Collected data entries:
Content starts

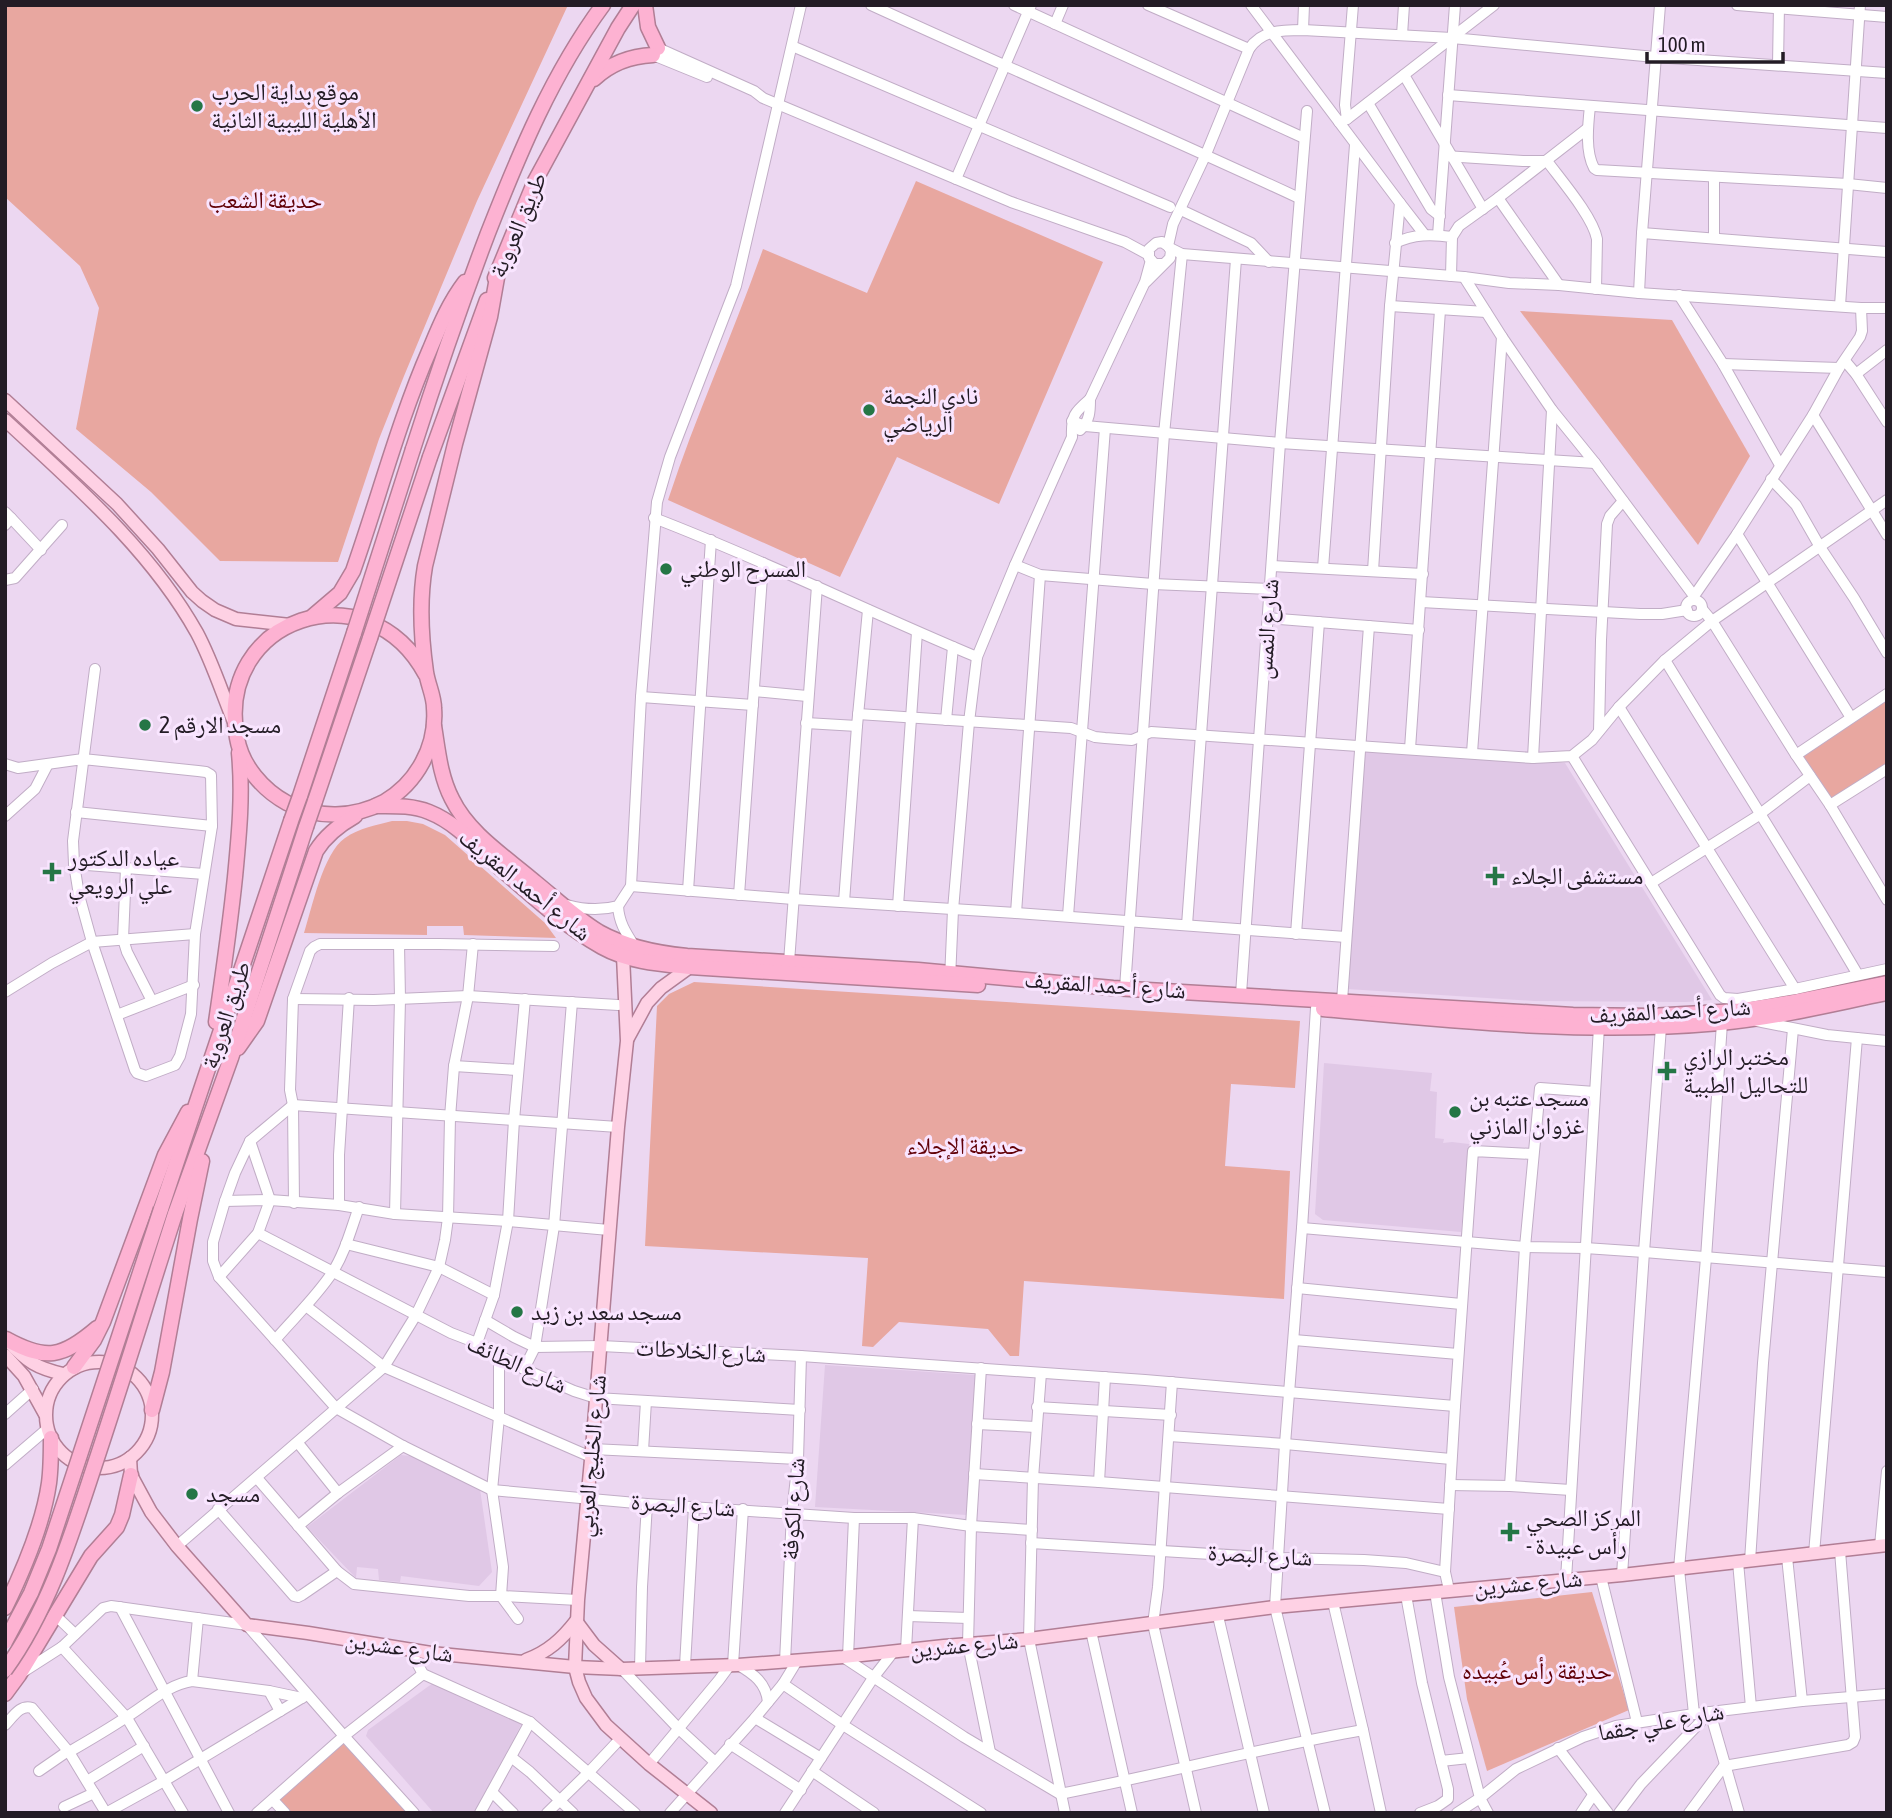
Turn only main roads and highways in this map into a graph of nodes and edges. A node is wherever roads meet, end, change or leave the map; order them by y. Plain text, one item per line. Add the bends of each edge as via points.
1 (603, 5) edge
2 (632, 5) edge
3 (645, 5) edge
4 (583, 94) junction
5 (474, 270) junction
6 (498, 272) junction
7 (5, 400) edge
8 (5, 420) edge
9 (312, 617) junction
10 (290, 625) junction
11 (426, 675) junction
12 (234, 722) junction
13 (434, 726) junction
14 (238, 745) junction
15 (370, 808) junction
16 (629, 951) junction
17 (690, 967) junction
18 (950, 978) junction
19 (1887, 983) edge
20 (1887, 993) edge
21 (1453, 1014) junction
22 (627, 1041) junction
23 (212, 1056) junction
24 (231, 1058) junction
25 (202, 1089) junction
26 (215, 1100) junction
27 (168, 1212) junction
28 (103, 1322) junction
29 (5, 1338) edge
30 (5, 1354) edge
31 (69, 1371) junction
32 (152, 1410) junction
33 (45, 1414) junction
34 (49, 1434) junction
35 (130, 1458) junction
36 (131, 1475) junction
37 (1883, 1546) edge
38 (5, 1608) edge
39 (576, 1620) junction
40 (5, 1642) edge
41 (521, 1662) junction
42 (575, 1667) junction
43 (622, 1669) junction
44 (12, 1672) edge
45 (5, 1694) edge
46 (711, 1813) edge

1 - 5 highway, طريق العروبة via 533,125
2 - 4 highway, طريق العروبة
3 - 4 highway via 655,51 613,65
4 - 6 highway, طريق العروبة via 535,181
5 - 9 highway via 450,304 423,365 353,571 340,593
5 - 23 highway, طريق العروبة, bridge
6 - 11 highway via 425,566 421,601
6 - 24 highway, طريق العروبة, bridge via 430,457
7 - 10 main road via 117,504 202,601 236,619
8 - 12 main road via 92,501 154,569 198,635
9 - 10 highway
9 - 11 highway via 343,615 373,623 410,649
10 - 12 highway via 265,642 247,665 234,702
11 - 13 highway
12 - 14 highway
13 - 15 highway via 416,773 398,792
13 - 16 highway, شارع أحمد المقريف via 447,787 480,835 562,904
14 - 15 highway via 254,776 287,803 329,815
14 - 23 highway via 240,823
15 - 16 highway, شارع أحمد المقريف via 415,808 443,819 555,915 603,948
15 - 24 highway via 333,830 316,851 257,1021
16 - 17 highway, شارع أحمد المقريف via 654,964
16 - 18 highway, شارع أحمد المقريف
16 - 22 main road, شارع الخليج العربي
17 - 18 highway, شارع أحمد المقريف
17 - 22 main road, شارع الخليج العربي via 647,1003
18 - 21 highway, شارع أحمد المقريف via 1316,1009
18 - 21 highway, شارع أحمد المقريف via 1342,1001
19 - 21 highway, شارع أحمد المقريف via 1737,1011 1650,1016
20 - 21 highway, شارع أحمد المقريف via 1750,1019 1661,1027 1531,1026
22 - 39 main road, شارع الخليج العربي
23 - 25 highway, طريق العروبة
24 - 26 highway, طريق العروبة
25 - 27 highway, طريق العروبة
25 - 28 highway via 165,1155
26 - 27 highway, طريق العروبة
26 - 32 highway
27 - 40 highway, bridge via 49,1549
27 - 44 highway, bridge via 63,1559
28 - 29 highway via 57,1353 34,1353
28 - 31 highway
29 - 31 main road via 29,1362 48,1370
30 - 33 main road via 33,1389
31 - 32 main road via 94,1361 115,1363 134,1374 146,1390
31 - 33 main road via 54,1386
32 - 35 main road via 147,1439
33 - 34 main road
34 - 35 main road via 77,1464 114,1466
34 - 38 highway via 47,1493
35 - 36 main road
36 - 41 main road, شارع عشرين via 177,1546 247,1625
36 - 44 highway via 117,1527
37 - 43 main road, شارع عشرين via 1276,1607 846,1657
39 - 41 main road via 553,1646
39 - 42 main road, شارع الخليج العربي
39 - 43 main road via 594,1645
41 - 42 main road, شارع عشرين
42 - 43 main road, شارع عشرين
42 - 46 main road, شارع الخليج العربي via 586,1698 606,1725
44 - 45 highway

Content ends

What is needed: Output every entry above exactly as written, but omit the pictures.

Solution to the exercise:
Turn only main roads and highways in this map into a graph of nodes and edges. A node is wherever roads meet, end, change or leave the map; order them by y. Plain text, one item per line. Add the bends of each edge as via points.
1 (603, 5) edge
2 (632, 5) edge
3 (645, 5) edge
4 (583, 94) junction
5 (474, 270) junction
6 (498, 272) junction
7 (5, 400) edge
8 (5, 420) edge
9 (312, 617) junction
10 (290, 625) junction
11 (426, 675) junction
12 (234, 722) junction
13 (434, 726) junction
14 (238, 745) junction
15 (370, 808) junction
16 (629, 951) junction
17 (690, 967) junction
18 (950, 978) junction
19 (1887, 983) edge
20 (1887, 993) edge
21 (1453, 1014) junction
22 (627, 1041) junction
23 (212, 1056) junction
24 (231, 1058) junction
25 (202, 1089) junction
26 (215, 1100) junction
27 (168, 1212) junction
28 (103, 1322) junction
29 (5, 1338) edge
30 (5, 1354) edge
31 (69, 1371) junction
32 (152, 1410) junction
33 (45, 1414) junction
34 (49, 1434) junction
35 (130, 1458) junction
36 (131, 1475) junction
37 (1883, 1546) edge
38 (5, 1608) edge
39 (576, 1620) junction
40 (5, 1642) edge
41 (521, 1662) junction
42 (575, 1667) junction
43 (622, 1669) junction
44 (12, 1672) edge
45 (5, 1694) edge
46 (711, 1813) edge

1 - 5 highway, طريق العروبة via 533,125
2 - 4 highway, طريق العروبة
3 - 4 highway via 655,51 613,65
4 - 6 highway, طريق العروبة via 535,181
5 - 9 highway via 450,304 423,365 353,571 340,593
5 - 23 highway, طريق العروبة, bridge
6 - 11 highway via 425,566 421,601
6 - 24 highway, طريق العروبة, bridge via 430,457
7 - 10 main road via 117,504 202,601 236,619
8 - 12 main road via 92,501 154,569 198,635
9 - 10 highway
9 - 11 highway via 343,615 373,623 410,649
10 - 12 highway via 265,642 247,665 234,702
11 - 13 highway
12 - 14 highway
13 - 15 highway via 416,773 398,792
13 - 16 highway, شارع أحمد المقريف via 447,787 480,835 562,904
14 - 15 highway via 254,776 287,803 329,815
14 - 23 highway via 240,823
15 - 16 highway, شارع أحمد المقريف via 415,808 443,819 555,915 603,948
15 - 24 highway via 333,830 316,851 257,1021
16 - 17 highway, شارع أحمد المقريف via 654,964
16 - 18 highway, شارع أحمد المقريف
16 - 22 main road, شارع الخليج العربي
17 - 18 highway, شارع أحمد المقريف
17 - 22 main road, شارع الخليج العربي via 647,1003
18 - 21 highway, شارع أحمد المقريف via 1316,1009
18 - 21 highway, شارع أحمد المقريف via 1342,1001
19 - 21 highway, شارع أحمد المقريف via 1737,1011 1650,1016
20 - 21 highway, شارع أحمد المقريف via 1750,1019 1661,1027 1531,1026
22 - 39 main road, شارع الخليج العربي
23 - 25 highway, طريق العروبة
24 - 26 highway, طريق العروبة
25 - 27 highway, طريق العروبة
25 - 28 highway via 165,1155
26 - 27 highway, طريق العروبة
26 - 32 highway
27 - 40 highway, bridge via 49,1549
27 - 44 highway, bridge via 63,1559
28 - 29 highway via 57,1353 34,1353
28 - 31 highway
29 - 31 main road via 29,1362 48,1370
30 - 33 main road via 33,1389
31 - 32 main road via 94,1361 115,1363 134,1374 146,1390
31 - 33 main road via 54,1386
32 - 35 main road via 147,1439
33 - 34 main road
34 - 35 main road via 77,1464 114,1466
34 - 38 highway via 47,1493
35 - 36 main road
36 - 41 main road, شارع عشرين via 177,1546 247,1625
36 - 44 highway via 117,1527
37 - 43 main road, شارع عشرين via 1276,1607 846,1657
39 - 41 main road via 553,1646
39 - 42 main road, شارع الخليج العربي
39 - 43 main road via 594,1645
41 - 42 main road, شارع عشرين
42 - 43 main road, شارع عشرين
42 - 46 main road, شارع الخليج العربي via 586,1698 606,1725
44 - 45 highway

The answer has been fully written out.